In this paper, a hybrid redundant robot IWR (Intersector Welding Robot) which possesses ten degrees of freedom (DOF) where 6-DOF in parallel and additional redundant 4-DOF in serial is proposed. To improve the accuracy of the robot, the kinematic errors caused by the manufacturing and assembly processes have to be compensated or limited to a minimum value. However, currently, there is no effective instrument which capable of measuring the symmetrical errors of the corresponding joints and link lengths after the structure has been assembled. Therefore, calibration and identification of these unknown parameters is utmost important and necessary to the systematic accuracy.

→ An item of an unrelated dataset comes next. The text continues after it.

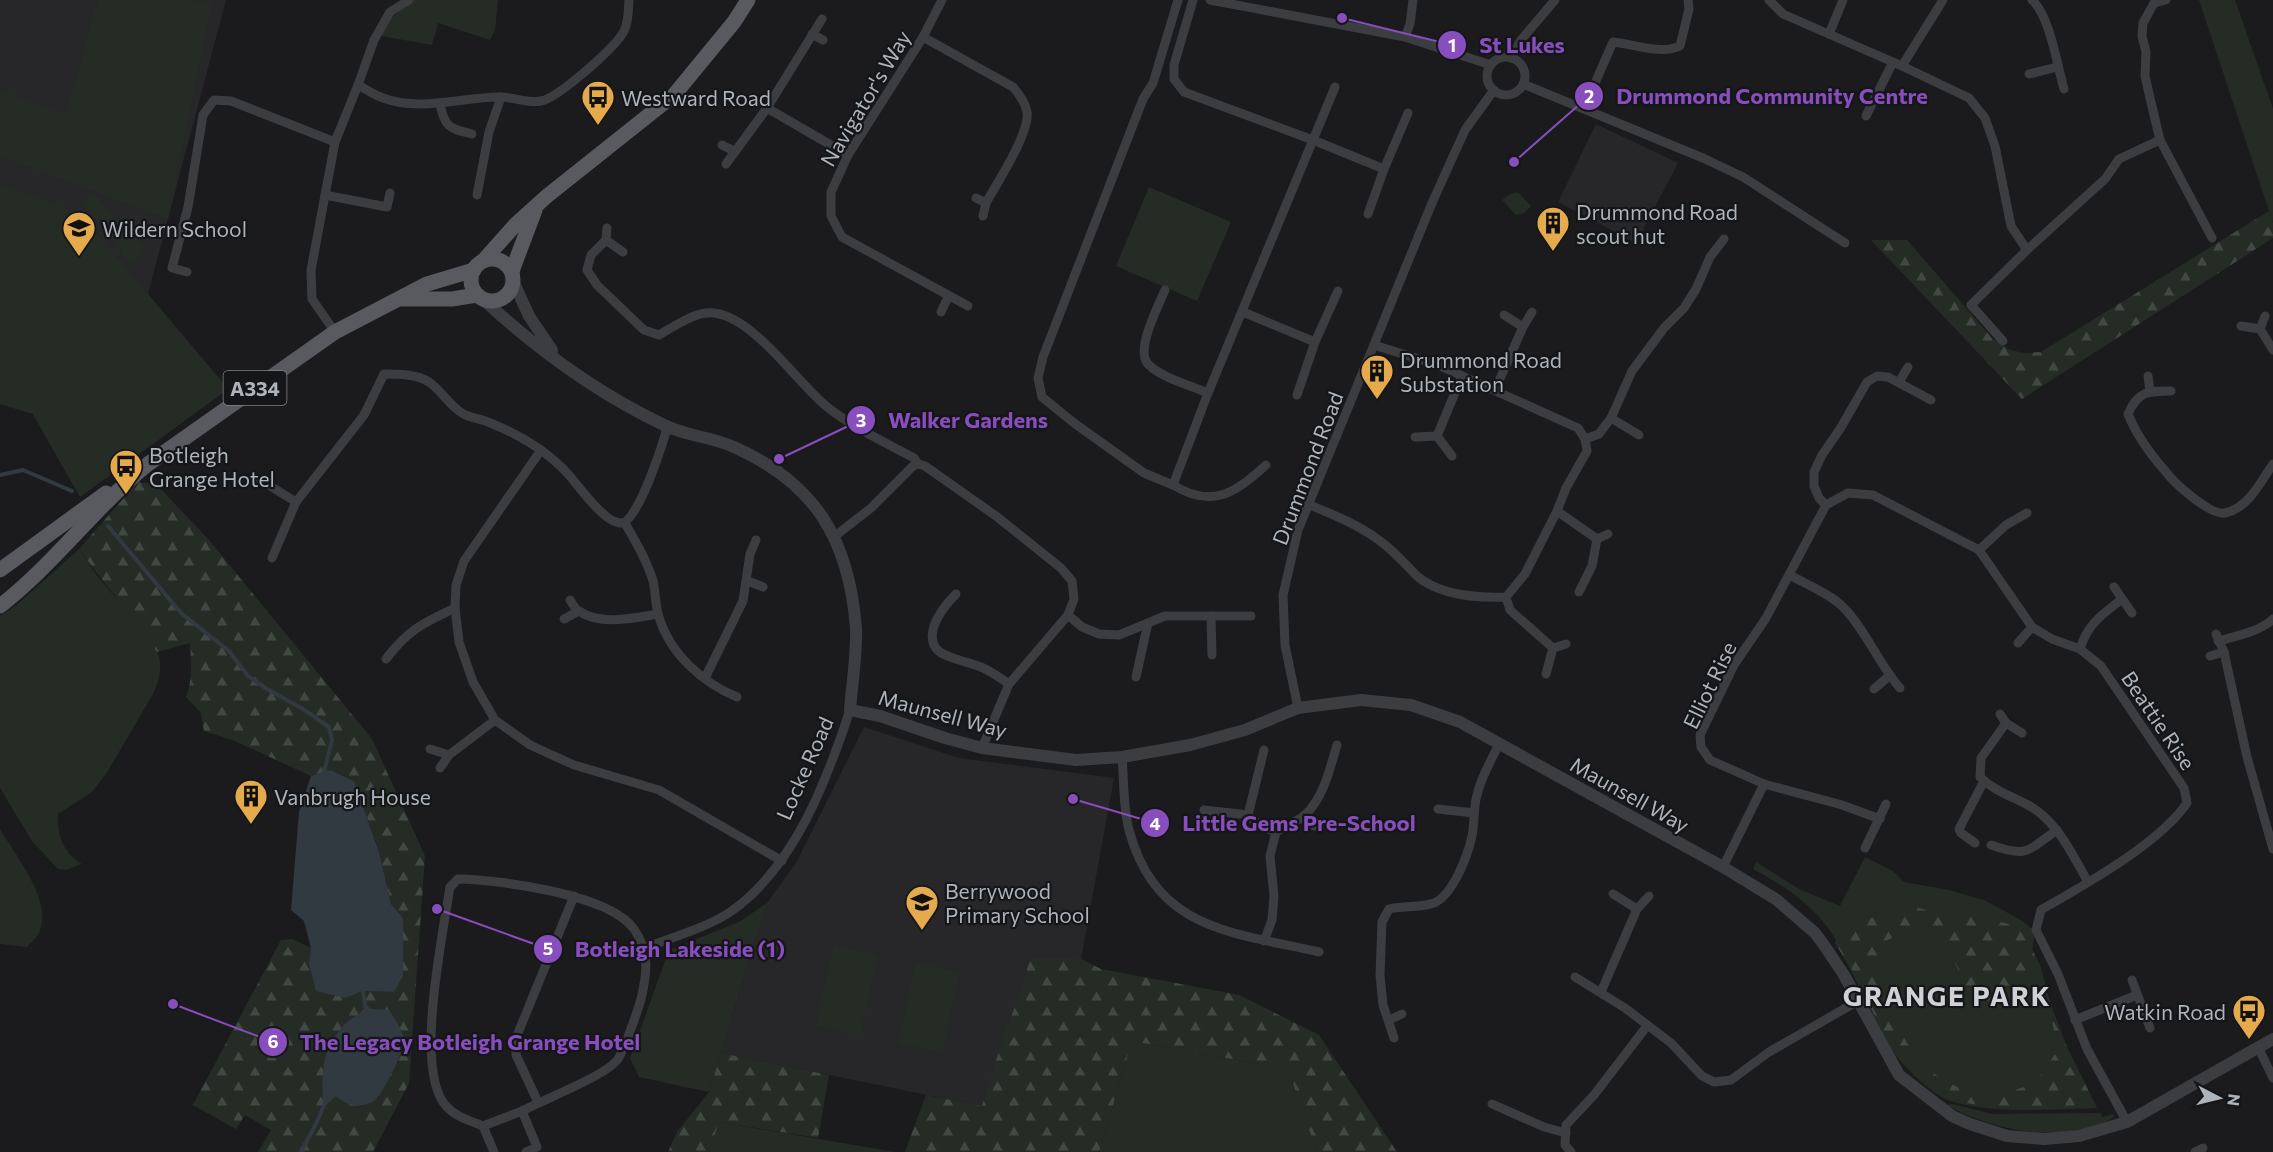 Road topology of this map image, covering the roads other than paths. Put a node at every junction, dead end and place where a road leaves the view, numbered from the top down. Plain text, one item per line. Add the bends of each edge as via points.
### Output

This paper presents a calibration method for identifying the unknown parameters by using differential evolution (DE) algorithm, which has proven to be an efficient, effective and robust optimization method to solve the global optimization problems. The DE algorithm will guarantee the fast convergence and accurate solutions regardless of the initial conditions of the parameters. Based on the inverse kinematic error model of the robot, the simulation of the actual robot is achieved by introducing random geometric errors and measurement poses which representing their relative physical behavior. Moreover, through computer simulation, the validity and effectiveness of the DE algorithm for the parameter identification of the proposed application has also been examined.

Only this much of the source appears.